Innovation is based diamonds that contain a microscopic defect that makes your spin interact with external magnetic fieldsmaking the diamonds shine in a measurable way.

Although these devices are sensitive, no one has yet been able to direct them to specific cellular processes.

The key to the sensor lies in a common fluorescent protein used in biological research called enhanced yellow fluorescent protein (EYFP).

“We want to obtain something on the scale of a few nanometers that is biocompatible”, says the researcher David Avshalom. “We can try manufacture a molecular system and make it biocompatible, that’s one way. The other way is to start with something that is biological, like a protein.”

To make the protein work as a quantum sensor, Awschalom and his colleagues fired a blue laser at the fluorophorethe light-sensitive compound it contains, to temporarily change the spin of its electrons, they explain in the published in November last year. Electric fields or temperature changes can then be read by a red laser.

The researchers showed that the sensor’s quantum properties could be precisely controlled using microwaves and measurements using the red laser.

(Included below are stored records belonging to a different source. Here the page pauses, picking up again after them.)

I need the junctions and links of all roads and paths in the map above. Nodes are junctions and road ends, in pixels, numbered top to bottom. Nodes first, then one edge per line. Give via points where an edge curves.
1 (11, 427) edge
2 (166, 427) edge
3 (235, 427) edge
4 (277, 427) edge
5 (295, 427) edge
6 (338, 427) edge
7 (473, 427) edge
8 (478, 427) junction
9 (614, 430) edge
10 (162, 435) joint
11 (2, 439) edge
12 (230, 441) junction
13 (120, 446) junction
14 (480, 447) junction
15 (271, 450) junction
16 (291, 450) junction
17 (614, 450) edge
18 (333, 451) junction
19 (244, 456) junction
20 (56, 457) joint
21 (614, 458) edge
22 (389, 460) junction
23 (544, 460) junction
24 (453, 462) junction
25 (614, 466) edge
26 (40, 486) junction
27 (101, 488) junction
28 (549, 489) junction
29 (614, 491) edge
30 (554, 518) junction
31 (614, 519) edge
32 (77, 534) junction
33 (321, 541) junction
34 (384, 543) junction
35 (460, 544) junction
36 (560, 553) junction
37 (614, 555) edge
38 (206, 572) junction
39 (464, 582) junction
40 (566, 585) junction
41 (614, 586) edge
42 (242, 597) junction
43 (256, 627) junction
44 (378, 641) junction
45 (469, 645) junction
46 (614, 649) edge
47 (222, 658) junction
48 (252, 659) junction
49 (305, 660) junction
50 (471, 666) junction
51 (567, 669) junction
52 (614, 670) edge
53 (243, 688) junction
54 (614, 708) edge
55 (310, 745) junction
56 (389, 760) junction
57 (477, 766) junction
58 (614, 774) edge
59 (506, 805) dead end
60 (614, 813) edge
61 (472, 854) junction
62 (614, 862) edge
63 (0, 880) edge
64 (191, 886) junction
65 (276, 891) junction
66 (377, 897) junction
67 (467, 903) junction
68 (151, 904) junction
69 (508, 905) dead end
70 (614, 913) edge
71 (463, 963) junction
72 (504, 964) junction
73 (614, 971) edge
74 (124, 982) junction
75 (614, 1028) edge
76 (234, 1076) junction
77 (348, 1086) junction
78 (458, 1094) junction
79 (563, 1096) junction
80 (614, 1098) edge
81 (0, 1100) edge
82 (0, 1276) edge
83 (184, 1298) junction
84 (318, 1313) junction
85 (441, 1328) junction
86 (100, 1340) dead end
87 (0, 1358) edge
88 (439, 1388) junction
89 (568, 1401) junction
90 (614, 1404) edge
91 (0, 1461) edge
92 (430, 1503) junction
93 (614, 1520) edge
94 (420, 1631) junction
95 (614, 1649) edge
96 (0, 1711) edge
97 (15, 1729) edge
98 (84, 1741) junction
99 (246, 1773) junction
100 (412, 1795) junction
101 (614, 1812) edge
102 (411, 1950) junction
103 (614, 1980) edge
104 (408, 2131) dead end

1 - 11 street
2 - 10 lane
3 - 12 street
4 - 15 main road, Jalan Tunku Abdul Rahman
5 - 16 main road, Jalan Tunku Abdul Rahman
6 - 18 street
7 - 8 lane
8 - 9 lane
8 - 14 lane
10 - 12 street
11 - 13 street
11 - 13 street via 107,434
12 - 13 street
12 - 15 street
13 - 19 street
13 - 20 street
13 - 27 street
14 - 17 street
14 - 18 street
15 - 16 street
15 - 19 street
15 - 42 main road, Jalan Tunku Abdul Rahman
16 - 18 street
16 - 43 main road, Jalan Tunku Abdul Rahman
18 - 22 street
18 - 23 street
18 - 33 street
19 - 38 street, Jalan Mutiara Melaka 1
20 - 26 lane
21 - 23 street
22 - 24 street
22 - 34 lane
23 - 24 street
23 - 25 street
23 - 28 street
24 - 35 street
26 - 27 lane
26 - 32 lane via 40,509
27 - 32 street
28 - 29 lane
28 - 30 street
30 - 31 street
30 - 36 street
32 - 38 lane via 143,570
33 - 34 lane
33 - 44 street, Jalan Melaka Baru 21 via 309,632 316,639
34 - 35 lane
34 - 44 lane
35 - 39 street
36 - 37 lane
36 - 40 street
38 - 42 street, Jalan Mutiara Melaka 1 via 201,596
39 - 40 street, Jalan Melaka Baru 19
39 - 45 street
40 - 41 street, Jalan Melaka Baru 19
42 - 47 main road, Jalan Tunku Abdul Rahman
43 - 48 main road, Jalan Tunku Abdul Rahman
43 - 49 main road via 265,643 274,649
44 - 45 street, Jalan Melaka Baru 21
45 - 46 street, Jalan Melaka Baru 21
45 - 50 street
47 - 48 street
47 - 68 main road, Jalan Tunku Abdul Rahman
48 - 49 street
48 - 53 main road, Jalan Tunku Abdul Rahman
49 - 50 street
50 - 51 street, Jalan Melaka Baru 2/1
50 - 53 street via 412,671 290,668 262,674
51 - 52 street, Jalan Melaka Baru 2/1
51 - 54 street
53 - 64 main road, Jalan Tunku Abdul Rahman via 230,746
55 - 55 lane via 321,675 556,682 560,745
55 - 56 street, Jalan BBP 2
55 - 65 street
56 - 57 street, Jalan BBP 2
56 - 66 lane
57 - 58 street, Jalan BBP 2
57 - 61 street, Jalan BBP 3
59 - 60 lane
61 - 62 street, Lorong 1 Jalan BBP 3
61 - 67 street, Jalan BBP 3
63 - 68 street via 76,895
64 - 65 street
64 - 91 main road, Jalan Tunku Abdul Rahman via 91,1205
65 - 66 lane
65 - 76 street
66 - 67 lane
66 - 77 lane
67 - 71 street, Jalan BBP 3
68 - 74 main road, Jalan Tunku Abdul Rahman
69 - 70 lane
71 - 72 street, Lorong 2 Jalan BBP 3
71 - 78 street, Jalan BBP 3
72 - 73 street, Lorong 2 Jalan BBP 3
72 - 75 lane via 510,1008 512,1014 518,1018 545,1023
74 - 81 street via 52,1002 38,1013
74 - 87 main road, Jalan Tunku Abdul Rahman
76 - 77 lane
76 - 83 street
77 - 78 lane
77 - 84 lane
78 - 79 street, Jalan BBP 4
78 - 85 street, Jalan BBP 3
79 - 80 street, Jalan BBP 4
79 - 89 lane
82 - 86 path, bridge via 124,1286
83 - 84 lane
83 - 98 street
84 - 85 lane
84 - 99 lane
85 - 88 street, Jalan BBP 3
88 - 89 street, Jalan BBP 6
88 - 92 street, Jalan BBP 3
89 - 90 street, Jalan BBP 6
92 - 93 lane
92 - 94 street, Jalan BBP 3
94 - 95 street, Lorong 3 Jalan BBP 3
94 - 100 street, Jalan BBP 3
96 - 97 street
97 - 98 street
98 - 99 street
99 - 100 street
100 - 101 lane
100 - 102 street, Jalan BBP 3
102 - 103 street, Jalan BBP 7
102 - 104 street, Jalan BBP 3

They further produced the protein sensor in a solution at room temperature and showed that it was stable. “It’s amazing that you cancoherently control a spin in a protein at room temperature“, it says Eric Gauger professor at Heriot-Watt University, in the United Kingdom.

EYFP, which is modified from a glowing protein first extracted from bioluminescent crystal jelly ((equal victory) can be linked to any protein produced inside a cell, genetically modifying the cell’s protein production processes.

The location of the protein can then be tracked using its fluorescent properties. “We have the ability to use lighting and microwave control to not only see where they are, but also to ddetect the magnetic environment around these proteins“, says Gauger.

Now, scientists hope that the sensor can be used in early detection of diseases or in tracking cell formation processes.

“We are taking advantage of what people know how to do well, but this gives us a wealth of additional potential information,” he concludes.